A lot of people are good a composing year-end lists. Taking that a step further, a friend asked me and a group of acquaintances to list our favorite 10 CDs of all time — and not to put too much thought or time into making the list, but to list them off the top of our heads.
My list included the predictable, but one album which I was initially surprised made the list was Rosanne Cash’s 1990 release, Interiors. Mind you it is a great-sounding album, engineered by the late Roger Nichols, who won multiple Grammys for his work with Steely Dan. It also marked Cash’s debut as a producer. Obviously, she learned a thing or two about sympathetic production from her ex-husband Rodney Crowell. The production and sound are amazing, but those things only enhance the earnest and aching songwriting on this album.
Unlike the preceding album, the best-selling King’s Record’s Shop, Cash wrote or co-wrote the entire album. The results reflect the unraveling of the marriage to Crowell, and the anguish someone going through such a trauma would know. Cash doesn’t give the listener much hope in the album — but that’s OK because even in her utter despair, there is beauty.

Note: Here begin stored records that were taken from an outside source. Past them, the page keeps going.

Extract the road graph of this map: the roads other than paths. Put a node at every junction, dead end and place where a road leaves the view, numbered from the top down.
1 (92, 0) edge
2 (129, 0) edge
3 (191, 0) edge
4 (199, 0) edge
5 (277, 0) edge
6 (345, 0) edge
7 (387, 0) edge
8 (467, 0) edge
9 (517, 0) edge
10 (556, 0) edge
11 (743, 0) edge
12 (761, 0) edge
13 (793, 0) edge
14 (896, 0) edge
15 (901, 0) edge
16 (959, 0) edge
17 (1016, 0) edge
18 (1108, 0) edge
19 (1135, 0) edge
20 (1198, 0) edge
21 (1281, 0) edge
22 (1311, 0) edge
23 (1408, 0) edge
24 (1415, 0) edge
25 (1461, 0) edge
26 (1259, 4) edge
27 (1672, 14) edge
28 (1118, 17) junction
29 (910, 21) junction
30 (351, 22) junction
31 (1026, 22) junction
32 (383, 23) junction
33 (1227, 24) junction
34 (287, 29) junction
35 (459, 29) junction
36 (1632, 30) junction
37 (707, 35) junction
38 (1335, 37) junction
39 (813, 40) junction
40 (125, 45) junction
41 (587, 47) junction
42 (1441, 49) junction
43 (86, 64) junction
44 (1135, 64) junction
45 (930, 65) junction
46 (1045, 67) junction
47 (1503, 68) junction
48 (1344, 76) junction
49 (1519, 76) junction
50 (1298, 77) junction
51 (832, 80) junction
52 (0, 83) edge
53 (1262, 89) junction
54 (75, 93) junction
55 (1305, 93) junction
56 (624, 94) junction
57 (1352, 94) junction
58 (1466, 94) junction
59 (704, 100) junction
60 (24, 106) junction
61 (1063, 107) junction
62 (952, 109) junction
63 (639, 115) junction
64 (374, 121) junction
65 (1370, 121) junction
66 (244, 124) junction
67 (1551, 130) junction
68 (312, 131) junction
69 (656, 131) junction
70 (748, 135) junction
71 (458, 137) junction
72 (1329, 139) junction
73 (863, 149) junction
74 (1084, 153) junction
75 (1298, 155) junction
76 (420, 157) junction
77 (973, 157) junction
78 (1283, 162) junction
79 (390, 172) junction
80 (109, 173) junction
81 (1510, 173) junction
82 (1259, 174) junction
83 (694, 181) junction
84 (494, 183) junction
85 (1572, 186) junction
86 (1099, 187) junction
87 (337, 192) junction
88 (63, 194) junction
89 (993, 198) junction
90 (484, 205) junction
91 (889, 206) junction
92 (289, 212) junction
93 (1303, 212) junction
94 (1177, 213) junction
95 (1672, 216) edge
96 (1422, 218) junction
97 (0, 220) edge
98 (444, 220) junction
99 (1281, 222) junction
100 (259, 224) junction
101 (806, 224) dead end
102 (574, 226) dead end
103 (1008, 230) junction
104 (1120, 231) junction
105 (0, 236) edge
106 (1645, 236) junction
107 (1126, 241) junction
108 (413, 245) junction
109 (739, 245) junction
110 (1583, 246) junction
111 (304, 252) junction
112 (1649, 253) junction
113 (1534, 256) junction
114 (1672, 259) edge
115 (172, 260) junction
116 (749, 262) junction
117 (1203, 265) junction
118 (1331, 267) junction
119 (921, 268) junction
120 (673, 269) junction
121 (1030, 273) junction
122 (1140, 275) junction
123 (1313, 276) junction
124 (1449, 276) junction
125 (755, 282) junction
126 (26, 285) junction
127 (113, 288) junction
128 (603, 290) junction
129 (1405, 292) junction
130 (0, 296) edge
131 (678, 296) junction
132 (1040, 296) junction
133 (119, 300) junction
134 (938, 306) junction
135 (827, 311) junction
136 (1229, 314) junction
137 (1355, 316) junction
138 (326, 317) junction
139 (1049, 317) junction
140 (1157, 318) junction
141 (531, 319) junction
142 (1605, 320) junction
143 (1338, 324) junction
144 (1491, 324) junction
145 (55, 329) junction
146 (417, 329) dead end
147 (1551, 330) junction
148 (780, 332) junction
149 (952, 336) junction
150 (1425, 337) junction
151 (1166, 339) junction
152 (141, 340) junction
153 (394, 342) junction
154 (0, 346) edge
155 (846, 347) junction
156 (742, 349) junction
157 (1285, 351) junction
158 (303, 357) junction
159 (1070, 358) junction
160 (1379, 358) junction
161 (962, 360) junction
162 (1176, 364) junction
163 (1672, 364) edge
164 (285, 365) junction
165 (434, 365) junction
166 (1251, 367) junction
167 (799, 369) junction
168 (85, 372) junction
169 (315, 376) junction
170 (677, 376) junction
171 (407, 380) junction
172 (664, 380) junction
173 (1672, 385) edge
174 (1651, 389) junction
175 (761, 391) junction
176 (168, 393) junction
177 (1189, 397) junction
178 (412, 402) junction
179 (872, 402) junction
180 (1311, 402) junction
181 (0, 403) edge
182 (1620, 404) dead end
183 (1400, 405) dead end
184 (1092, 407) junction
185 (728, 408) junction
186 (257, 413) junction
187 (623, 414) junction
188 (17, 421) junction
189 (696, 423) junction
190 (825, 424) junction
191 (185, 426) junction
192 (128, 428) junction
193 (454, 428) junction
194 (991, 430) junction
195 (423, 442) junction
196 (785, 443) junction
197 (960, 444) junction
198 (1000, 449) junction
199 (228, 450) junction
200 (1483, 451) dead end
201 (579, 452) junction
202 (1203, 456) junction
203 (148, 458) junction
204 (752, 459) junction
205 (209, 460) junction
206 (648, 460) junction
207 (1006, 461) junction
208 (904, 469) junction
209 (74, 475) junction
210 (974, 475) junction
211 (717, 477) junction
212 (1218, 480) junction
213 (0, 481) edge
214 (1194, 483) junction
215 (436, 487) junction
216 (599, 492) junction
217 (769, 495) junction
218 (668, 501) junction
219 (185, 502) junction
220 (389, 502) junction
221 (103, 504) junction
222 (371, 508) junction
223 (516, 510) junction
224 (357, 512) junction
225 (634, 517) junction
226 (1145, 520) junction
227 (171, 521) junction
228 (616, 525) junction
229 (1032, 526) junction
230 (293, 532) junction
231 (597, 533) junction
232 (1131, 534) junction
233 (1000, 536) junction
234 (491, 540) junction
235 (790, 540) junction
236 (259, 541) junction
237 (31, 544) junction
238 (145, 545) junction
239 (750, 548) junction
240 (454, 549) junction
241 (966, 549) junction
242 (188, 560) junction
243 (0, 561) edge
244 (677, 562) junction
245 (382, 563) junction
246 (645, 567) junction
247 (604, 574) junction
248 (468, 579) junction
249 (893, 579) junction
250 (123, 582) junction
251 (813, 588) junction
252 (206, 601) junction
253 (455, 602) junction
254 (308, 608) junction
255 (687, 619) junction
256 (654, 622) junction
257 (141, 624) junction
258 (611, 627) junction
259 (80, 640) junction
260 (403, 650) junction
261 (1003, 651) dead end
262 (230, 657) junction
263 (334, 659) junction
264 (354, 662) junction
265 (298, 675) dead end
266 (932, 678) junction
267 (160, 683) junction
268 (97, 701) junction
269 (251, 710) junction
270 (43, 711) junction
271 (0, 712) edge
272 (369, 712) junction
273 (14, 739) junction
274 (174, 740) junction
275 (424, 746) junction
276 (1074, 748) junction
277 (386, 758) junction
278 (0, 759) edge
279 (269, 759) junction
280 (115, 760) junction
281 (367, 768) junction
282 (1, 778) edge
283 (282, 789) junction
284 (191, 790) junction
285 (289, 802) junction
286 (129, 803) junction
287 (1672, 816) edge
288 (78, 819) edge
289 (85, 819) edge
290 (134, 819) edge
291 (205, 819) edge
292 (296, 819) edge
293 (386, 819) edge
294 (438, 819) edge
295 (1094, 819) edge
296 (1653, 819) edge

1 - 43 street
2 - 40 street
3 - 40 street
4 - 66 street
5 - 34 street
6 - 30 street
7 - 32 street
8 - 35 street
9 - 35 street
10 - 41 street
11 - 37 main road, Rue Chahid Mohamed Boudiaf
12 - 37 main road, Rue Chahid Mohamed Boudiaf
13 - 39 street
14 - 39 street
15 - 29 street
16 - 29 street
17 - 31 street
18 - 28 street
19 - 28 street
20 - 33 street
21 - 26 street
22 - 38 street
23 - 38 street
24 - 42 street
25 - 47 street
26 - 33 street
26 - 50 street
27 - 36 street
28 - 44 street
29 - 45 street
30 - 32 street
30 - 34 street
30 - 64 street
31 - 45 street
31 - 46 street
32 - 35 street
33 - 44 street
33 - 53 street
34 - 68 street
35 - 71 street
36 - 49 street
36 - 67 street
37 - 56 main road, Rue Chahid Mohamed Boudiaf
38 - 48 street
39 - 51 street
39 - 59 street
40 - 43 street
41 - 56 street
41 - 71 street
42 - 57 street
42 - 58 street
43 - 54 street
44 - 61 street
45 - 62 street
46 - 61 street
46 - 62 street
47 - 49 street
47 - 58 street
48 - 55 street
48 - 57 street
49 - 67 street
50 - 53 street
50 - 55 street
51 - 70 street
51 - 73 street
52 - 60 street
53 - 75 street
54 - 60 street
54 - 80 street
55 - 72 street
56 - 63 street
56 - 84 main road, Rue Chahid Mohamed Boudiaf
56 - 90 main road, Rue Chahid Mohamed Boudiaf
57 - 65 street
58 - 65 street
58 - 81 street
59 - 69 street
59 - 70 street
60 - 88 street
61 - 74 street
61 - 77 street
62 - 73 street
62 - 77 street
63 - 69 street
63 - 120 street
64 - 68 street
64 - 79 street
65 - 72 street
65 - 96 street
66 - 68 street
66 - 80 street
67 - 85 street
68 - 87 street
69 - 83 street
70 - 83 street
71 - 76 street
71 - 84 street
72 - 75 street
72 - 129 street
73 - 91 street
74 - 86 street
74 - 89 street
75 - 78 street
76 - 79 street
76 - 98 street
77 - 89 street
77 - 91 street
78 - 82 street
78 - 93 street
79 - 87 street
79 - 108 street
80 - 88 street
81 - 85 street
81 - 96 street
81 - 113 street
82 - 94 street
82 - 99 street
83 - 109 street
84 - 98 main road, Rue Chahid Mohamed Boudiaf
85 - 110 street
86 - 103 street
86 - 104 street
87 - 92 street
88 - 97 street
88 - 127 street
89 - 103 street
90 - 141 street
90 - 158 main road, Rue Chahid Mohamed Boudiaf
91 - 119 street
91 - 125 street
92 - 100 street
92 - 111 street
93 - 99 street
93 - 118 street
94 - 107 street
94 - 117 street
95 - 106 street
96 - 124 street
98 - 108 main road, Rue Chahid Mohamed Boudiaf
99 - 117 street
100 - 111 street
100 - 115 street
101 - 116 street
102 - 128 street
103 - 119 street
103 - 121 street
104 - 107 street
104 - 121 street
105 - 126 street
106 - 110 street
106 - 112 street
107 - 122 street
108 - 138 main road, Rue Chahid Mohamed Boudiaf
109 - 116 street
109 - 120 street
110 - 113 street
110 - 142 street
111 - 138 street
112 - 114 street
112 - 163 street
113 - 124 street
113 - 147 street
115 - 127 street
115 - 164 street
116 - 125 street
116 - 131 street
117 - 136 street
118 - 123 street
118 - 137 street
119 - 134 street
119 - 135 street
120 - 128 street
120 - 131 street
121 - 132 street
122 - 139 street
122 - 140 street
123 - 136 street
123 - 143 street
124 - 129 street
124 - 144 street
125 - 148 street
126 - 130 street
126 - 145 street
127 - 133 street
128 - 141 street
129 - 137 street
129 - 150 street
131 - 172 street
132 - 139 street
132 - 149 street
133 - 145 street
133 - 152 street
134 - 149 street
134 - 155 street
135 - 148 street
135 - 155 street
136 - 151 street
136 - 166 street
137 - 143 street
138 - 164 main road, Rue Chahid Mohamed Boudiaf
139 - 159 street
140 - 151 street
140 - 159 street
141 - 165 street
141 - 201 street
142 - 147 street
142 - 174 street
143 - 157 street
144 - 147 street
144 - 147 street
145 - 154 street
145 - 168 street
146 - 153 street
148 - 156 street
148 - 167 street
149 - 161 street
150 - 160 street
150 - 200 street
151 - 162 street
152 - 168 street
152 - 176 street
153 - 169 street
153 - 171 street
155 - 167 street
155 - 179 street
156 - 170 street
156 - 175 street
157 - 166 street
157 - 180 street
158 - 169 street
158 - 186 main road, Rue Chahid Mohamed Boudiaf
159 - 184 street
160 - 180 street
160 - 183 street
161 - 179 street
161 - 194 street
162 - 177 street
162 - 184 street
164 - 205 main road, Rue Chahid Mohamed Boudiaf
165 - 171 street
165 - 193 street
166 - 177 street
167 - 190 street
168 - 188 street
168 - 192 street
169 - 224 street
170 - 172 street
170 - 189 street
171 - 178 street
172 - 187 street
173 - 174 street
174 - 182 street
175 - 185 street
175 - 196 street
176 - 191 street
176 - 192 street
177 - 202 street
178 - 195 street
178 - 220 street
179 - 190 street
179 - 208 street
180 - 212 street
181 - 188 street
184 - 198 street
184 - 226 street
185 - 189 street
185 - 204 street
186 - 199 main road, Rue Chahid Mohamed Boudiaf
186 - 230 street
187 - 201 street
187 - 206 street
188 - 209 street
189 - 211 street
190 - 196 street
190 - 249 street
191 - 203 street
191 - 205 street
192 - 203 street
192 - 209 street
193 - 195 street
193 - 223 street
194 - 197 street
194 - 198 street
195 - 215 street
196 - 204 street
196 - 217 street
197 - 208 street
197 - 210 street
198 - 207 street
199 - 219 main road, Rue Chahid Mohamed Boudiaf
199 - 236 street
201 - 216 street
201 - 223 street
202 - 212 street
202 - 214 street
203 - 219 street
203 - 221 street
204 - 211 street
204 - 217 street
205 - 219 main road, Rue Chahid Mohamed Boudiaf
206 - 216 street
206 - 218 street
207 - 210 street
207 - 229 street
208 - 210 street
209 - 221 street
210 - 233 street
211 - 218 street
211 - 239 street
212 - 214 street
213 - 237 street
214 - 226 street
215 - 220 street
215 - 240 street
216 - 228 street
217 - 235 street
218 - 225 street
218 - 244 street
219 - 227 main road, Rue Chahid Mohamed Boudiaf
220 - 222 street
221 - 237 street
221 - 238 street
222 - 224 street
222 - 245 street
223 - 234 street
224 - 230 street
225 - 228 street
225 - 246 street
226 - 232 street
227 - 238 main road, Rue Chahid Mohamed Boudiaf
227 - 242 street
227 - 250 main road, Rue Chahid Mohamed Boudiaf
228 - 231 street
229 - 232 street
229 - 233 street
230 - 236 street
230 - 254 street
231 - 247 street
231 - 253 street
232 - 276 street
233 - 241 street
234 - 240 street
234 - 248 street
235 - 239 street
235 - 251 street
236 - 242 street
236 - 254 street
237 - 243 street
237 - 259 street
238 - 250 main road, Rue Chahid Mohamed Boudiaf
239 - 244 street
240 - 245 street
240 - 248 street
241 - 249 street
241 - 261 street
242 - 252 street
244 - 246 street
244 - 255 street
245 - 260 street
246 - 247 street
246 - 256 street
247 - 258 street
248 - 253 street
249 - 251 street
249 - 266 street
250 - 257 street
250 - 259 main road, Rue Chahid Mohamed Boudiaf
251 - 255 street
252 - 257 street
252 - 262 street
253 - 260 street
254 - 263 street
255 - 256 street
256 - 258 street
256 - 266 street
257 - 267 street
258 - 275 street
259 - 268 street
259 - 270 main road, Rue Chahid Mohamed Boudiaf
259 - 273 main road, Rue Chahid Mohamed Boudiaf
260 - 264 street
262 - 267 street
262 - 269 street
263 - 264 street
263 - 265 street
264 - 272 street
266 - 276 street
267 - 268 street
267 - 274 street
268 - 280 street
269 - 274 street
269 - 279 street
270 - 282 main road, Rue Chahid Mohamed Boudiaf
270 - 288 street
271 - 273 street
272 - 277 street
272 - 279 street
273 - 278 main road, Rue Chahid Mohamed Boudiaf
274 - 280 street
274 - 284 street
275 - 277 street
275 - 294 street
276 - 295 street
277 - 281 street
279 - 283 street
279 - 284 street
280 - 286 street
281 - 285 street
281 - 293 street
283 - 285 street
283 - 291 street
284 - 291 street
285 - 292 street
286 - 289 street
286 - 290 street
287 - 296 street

She also hired a fantastically expressive band. Chief among them is guitarist W. Steuart Smith, an alumnus of Crowell’s band and now a long-time Eagles sideman. Smith is the king of good taste and economy, and Cash puts his talents to good use throughout the album. Interestingly the album also features her then-future husband John Leventhal on guitar, soon to be ex Rodney Crowell on vocals and acoustic guitar (“On The Surface”) as well as big names such as Jerry Douglas, Mark O’Connor, Larry Campbell and Vince Melamed.
Despite the number of so-called country players, the album has an adult contemporary sheen to it. That may explain why the album only made No. 175 on the Billboard album chart, and 23 on the country chart. That remains quite a disappointment, since its predecessor spawned four No. 1 country singles and reached No. 6 on the country charts.
Every track on Interiors, however, is a stand out, but “On The Inside,” “On The Surface” and “I Want A Cure” represent the essence of the album. Cash would go on to bigger commercial success and have many more great albums — hopefully, to include the forthcoming 2014 release The River and the Thread — but none so far has been as touching and evocative as Interiors.